It is not even 11 am yet. House cleaner is working. Spanish speaking (no English to speak of) small brown woman. It is always the same. Imagine the Vulcans landing on Earth for the first time. Probably the most obvious thing they would see in the global social structure is that brown people do all the work and white people have all the fun. Of course this would be a cursory glance, but actually because of that, invaluable. We do get a bit bogged down with nuance and forget the proverbial “forest”.
Time and Space:
It seems that whatever I am doing, or use to do anyway, always felt like it was the wrong thing and that I should be doing that “other thing.” Reading student’s papers, I should be paying bills. Writing something for the class, I should be grading. Updating the syllabus? Need to read that stuff from the local union. I “should” really finish that book I started… And so it goes.
Interestingly I never bothered to research the concept. It might, after all, be a known and even treatable syndrome. Man, a little late now. Anyway, a non-academic Google search failed just now, instead coming up with mostly how to be efficient (not a bad idea, but again a bit late) and how not to multi-task .
On the day-to-day for today thing, coughing kind of up and down. Best not to move. I joke that I only cough when I move, breathe, or talk. Not a joke. Dr. S. is throwing another med at me. It is a psychotropic first and a chronic cough thing way last on list of applications. Not very interested. But should try anyway. Hope the side effects don’t kill me. – What am I saying!
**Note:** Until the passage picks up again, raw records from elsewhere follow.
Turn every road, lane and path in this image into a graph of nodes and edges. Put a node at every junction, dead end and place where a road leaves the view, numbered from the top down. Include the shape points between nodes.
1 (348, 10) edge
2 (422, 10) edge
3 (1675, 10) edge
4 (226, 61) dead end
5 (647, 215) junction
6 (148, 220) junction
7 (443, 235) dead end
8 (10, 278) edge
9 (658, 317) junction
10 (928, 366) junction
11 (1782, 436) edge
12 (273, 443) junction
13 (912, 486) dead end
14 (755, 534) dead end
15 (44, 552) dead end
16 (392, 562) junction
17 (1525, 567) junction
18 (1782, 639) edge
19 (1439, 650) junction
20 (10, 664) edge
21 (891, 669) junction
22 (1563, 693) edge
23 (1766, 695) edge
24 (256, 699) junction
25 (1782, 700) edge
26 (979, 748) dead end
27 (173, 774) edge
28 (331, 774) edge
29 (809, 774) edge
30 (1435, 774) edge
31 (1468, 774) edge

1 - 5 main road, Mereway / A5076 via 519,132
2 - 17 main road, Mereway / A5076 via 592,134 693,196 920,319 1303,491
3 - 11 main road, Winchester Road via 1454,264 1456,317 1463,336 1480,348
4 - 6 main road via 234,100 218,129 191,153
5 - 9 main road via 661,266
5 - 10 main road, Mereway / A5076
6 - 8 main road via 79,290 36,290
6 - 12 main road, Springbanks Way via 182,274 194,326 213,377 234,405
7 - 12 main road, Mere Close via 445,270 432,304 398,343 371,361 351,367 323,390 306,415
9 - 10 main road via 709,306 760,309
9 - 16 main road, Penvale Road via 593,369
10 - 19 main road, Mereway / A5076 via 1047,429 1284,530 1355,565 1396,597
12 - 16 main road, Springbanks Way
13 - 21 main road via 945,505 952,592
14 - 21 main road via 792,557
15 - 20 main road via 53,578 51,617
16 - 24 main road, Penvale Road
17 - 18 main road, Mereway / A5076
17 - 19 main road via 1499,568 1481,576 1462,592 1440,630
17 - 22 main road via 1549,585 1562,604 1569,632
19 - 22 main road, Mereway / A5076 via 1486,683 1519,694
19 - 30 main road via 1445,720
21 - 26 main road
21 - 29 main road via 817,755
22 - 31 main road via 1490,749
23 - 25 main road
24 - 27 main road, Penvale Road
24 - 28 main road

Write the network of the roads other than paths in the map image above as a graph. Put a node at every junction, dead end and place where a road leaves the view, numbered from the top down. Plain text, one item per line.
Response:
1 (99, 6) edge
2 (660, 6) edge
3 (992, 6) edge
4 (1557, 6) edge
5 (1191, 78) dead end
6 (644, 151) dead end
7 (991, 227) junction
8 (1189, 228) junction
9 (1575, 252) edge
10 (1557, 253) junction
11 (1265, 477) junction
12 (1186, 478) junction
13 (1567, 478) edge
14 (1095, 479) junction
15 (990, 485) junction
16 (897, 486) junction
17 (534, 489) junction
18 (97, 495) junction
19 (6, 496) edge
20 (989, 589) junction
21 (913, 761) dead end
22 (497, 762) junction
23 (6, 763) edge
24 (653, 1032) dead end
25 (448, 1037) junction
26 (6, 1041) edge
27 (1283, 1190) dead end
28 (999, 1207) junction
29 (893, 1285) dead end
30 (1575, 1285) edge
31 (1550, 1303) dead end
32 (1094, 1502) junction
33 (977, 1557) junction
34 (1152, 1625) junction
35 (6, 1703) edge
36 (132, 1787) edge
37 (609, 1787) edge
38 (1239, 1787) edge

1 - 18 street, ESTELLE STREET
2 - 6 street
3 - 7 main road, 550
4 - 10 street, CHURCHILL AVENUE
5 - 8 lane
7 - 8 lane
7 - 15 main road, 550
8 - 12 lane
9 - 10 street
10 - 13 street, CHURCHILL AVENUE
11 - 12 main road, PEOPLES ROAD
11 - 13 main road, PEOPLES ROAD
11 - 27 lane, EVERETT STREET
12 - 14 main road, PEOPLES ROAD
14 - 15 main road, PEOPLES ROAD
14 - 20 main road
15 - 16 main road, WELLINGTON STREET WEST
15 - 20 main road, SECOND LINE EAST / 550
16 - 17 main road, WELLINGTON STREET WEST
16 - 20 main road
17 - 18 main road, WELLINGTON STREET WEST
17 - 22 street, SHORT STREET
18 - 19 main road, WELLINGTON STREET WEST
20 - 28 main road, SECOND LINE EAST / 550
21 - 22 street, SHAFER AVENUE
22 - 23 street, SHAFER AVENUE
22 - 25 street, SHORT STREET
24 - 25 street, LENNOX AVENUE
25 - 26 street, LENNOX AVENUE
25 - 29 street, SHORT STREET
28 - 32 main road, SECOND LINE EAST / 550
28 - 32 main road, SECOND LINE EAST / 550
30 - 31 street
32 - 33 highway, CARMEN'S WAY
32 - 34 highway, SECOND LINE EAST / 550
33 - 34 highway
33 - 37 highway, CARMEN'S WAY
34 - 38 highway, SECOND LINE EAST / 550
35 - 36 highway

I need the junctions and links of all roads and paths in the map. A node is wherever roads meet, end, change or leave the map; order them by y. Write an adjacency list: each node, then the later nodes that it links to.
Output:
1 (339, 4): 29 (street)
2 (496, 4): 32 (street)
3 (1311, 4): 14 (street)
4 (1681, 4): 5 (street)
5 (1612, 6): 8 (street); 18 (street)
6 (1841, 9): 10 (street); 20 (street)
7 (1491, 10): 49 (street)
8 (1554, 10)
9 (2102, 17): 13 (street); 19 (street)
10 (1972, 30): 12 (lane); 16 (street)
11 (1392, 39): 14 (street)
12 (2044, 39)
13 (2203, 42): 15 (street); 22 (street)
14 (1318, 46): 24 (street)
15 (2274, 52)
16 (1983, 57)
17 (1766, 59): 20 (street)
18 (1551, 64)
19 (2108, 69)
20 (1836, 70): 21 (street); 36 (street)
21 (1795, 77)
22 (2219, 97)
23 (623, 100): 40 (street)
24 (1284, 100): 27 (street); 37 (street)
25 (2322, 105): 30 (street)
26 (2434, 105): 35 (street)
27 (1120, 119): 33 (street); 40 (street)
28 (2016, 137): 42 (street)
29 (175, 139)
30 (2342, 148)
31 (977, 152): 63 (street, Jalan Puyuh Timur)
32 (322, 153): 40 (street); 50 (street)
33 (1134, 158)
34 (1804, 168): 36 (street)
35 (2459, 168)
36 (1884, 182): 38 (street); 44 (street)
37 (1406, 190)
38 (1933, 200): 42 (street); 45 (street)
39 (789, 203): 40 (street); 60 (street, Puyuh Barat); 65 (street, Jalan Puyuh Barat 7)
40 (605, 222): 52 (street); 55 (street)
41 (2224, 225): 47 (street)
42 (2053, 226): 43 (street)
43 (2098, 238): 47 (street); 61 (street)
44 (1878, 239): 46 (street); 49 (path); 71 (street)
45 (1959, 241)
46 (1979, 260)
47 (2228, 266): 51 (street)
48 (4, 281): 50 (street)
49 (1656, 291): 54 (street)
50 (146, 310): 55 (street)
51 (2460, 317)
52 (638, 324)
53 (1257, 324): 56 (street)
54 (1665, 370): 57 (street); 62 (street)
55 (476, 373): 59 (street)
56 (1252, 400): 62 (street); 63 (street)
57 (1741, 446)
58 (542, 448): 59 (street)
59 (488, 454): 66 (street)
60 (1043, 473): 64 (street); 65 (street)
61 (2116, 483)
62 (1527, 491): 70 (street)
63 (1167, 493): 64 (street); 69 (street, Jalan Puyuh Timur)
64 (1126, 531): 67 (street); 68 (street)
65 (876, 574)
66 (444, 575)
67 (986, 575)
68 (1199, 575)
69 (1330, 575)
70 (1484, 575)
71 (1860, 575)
I have continued reading, quite slowly, Gawande’s book titled “Being Mortal: Medicine and What Matters in the End”, and it is digging deeper into how our endings tend to play out and he compares in a pretty broad sense the difference between a prolonged struggle in and out (sometimes only in) a hospital, and getting cut and probed and drugged and such, versus the calmness of the hospice and the “human” care you receive. This really sticks with me. Dr. S. totally freaked out last week when I asked her PA about a little “I’m done now” kit mentioned somewhere in my readings. She called me directly at home and was very, very upset and wanted me to avoid such thinking, at least for now. Shit, she is wrong. But professionals rarely listen to the lay person. And that is another thing that Gawande talks about. Cool.
Jesus, I am running on. Maybe you should quit here even if I go on some more. Take a break. I would but have NOTHING else to do, but maybe pay a couple of bills. Listening to Janacek string quartets and wondering why I have been avoiding this recording for the past four years. Well, it probably became too familiar and I really don’t like things being that familiar. That is why most of the classics are just out for me.
—-UPDATE!——– Breaking News ———-
Dr. S’s PA emailed me that I got approved for OFEV. What the hell is that? Well, in the simplest terms it is a cancer treatment that is also used for IPF. Side effects are bad, bad, bad. Bad all over. Even possible liver damage. Nausea and direahaa etc. This is JUST what I have been reading about for Christ’s sake! Or my sake. So this would be on top of a list of pills that, well, is already pretty large. Are “they” going to make me sick to make me un-sick? I mean, well, you get it. Treat one discomfort by creating another. I am not happy right now.
——UPDATE 2 ———-
New nurse. Really sharp. Knows her meds and seems to very up on IPF as well. Was a bit concerned about my med regime from Dr. S. She did not know why I was not on a steroid. Very concerned that this cough has lasted so long.